General information
- Type: Freeway
- Length: 2.0 km (1.2 mi)
- Gazetted: 20 September 1928
- Maintained by: Transport Canberra & City Services
- Former route number: ACT Tourist Drive 5

Major junctions
- East end: Capital Circle Capital Hill, Australian Capital Territory
- West end: Yarra Glen Deakin, Australian Capital Territory

Location(s)
- Major suburbs / towns: Deakin / Yarralumla, Canberra

Highway system
- Highways in Australia; National Highway • Freeways in Australia; Road infrastructure in Canberra;

= Adelaide Avenue =

Freeway in Canberra, Australia

Adelaide Avenue is a limited-access road in Canberra, Australian Capital Territory.

The road connects Yarralumla with the Parliament House area. Adelaide Avenue is a popular tourist route, since Parliament house, The Lodge, the residence of the Australian Prime Minister, and the Royal Australian Mint, can be seen from it. It continues as Yarra Glen to link to the district of Woden.

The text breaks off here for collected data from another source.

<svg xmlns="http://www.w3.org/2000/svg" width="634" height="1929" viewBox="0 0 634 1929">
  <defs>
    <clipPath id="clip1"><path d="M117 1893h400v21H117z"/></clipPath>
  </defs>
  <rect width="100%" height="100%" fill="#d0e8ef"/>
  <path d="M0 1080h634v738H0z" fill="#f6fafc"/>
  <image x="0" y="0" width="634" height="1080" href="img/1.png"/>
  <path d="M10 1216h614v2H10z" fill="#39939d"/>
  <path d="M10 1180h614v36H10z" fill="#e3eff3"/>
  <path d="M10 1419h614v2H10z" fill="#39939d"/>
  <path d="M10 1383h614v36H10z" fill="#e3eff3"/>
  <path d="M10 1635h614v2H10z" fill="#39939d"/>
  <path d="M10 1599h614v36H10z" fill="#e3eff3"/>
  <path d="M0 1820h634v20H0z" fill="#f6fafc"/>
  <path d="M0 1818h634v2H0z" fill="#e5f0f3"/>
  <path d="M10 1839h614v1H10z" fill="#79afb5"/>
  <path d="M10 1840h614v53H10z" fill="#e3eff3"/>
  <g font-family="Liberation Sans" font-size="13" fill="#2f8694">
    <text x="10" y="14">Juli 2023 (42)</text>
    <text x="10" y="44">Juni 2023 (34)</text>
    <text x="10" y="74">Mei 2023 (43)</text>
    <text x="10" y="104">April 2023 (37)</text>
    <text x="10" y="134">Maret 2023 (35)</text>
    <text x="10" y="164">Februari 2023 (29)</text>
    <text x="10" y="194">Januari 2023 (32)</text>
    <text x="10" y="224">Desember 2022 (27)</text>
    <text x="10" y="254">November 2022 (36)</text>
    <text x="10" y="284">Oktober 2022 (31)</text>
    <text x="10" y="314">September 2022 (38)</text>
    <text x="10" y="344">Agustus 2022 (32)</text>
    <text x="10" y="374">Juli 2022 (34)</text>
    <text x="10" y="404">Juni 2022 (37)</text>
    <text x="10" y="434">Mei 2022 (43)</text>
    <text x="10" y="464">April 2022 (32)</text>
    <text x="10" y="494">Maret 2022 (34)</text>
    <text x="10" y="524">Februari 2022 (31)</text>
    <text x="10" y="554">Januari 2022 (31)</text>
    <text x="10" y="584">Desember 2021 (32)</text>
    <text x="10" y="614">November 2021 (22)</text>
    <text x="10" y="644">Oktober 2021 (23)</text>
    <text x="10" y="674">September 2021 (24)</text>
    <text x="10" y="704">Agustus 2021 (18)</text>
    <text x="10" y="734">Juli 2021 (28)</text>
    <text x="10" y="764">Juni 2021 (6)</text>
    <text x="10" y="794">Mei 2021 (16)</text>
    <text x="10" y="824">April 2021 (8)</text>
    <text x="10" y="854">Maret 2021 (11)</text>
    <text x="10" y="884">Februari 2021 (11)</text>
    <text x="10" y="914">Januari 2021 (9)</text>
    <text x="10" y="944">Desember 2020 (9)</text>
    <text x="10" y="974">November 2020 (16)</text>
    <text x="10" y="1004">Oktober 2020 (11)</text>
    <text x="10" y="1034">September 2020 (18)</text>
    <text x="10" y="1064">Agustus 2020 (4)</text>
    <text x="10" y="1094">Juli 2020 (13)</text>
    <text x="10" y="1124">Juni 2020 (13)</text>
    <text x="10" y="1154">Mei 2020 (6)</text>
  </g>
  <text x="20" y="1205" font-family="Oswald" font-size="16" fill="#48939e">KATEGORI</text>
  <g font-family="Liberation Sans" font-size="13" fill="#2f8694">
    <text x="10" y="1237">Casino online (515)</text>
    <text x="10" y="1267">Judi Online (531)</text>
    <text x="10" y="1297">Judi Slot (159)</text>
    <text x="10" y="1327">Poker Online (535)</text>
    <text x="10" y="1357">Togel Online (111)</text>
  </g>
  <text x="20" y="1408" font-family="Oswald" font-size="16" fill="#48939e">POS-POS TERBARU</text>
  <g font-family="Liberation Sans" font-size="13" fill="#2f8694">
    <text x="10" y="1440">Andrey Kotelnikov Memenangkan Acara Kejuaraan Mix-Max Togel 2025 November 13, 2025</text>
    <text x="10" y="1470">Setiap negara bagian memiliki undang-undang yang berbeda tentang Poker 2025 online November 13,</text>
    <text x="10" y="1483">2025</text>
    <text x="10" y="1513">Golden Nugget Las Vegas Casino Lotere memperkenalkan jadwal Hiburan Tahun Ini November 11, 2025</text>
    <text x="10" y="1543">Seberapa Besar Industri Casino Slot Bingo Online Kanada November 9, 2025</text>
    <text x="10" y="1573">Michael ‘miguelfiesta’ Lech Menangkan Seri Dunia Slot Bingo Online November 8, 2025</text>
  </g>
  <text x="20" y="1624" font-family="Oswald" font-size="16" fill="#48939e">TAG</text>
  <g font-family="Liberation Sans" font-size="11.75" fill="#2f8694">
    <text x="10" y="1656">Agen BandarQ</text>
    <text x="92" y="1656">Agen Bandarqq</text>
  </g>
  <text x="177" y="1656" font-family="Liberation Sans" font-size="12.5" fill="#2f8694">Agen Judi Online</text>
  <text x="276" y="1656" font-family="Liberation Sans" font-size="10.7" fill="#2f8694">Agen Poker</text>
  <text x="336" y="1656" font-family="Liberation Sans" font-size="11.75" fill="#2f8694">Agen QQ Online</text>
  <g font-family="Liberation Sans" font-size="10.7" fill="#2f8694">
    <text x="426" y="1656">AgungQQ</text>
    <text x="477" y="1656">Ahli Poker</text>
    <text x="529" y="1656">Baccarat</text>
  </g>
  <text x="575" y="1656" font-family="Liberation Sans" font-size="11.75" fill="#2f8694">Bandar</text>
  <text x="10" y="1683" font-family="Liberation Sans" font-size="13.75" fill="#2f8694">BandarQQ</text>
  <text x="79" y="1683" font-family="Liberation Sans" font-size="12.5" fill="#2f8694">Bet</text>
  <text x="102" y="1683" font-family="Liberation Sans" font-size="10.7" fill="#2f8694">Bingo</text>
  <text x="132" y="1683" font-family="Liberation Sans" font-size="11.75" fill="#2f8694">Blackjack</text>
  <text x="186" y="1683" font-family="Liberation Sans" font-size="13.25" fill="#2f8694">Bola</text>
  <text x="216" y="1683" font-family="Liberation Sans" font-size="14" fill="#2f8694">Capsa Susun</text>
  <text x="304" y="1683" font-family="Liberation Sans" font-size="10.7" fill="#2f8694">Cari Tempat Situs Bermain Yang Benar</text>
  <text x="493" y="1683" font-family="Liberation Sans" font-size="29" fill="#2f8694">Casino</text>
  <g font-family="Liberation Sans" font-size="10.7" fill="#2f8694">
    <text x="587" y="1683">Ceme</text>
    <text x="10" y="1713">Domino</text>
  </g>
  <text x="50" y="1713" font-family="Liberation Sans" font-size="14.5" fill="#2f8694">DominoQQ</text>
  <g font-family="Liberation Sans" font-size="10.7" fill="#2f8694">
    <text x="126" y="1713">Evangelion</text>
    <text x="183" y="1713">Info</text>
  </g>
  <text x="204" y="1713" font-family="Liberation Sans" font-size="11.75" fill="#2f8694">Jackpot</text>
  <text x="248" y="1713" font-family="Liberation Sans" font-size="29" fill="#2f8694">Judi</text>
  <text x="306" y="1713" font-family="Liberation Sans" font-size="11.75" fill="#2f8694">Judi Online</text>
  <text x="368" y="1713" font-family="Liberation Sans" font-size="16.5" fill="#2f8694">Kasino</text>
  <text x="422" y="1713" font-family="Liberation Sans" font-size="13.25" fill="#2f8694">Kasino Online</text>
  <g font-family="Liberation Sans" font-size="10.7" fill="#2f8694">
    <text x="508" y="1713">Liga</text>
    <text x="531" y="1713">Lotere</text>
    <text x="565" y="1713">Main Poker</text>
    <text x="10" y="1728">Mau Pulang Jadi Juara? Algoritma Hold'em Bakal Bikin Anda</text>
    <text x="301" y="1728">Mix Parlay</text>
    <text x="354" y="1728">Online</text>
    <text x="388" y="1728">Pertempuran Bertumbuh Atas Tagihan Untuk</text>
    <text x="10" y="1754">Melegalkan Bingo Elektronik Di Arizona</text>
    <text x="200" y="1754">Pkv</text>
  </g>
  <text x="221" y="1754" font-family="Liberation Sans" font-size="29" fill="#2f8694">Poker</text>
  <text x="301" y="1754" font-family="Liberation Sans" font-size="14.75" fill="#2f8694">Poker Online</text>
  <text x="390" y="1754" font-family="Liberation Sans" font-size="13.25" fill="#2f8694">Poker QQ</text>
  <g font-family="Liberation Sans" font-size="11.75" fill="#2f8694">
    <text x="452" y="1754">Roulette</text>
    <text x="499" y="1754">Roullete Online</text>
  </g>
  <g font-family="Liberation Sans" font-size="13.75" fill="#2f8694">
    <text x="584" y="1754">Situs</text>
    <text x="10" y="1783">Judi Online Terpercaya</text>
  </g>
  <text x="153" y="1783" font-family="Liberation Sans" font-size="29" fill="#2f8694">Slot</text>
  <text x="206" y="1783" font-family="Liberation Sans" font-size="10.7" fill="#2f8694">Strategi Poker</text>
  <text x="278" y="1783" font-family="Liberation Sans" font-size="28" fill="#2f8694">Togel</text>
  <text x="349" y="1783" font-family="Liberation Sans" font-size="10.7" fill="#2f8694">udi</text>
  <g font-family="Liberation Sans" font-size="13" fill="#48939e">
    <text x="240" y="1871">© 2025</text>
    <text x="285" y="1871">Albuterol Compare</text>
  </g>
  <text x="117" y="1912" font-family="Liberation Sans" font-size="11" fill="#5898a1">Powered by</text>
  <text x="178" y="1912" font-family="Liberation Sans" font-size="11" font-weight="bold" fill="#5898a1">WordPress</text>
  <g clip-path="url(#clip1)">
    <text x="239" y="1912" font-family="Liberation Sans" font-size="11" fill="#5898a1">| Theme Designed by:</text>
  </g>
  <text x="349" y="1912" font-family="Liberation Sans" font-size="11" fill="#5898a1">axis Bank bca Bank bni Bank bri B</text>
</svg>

The far right lane was used as a bus lane until December 2006, but due to the Gungahlin Drive Extension it was changed to a T2 transit lane. The T2 lane was reverted to a bus lane on 14 November 2011 after the completion of the Gungahlin Drive Extension. However a week after the lane was turned back to a bus lane the ACT Liberals and the ACT Greens overturned the decision, resulting in the lane changing to a T2 lane despite the wishes of the Labor party and the Transport Workers Union.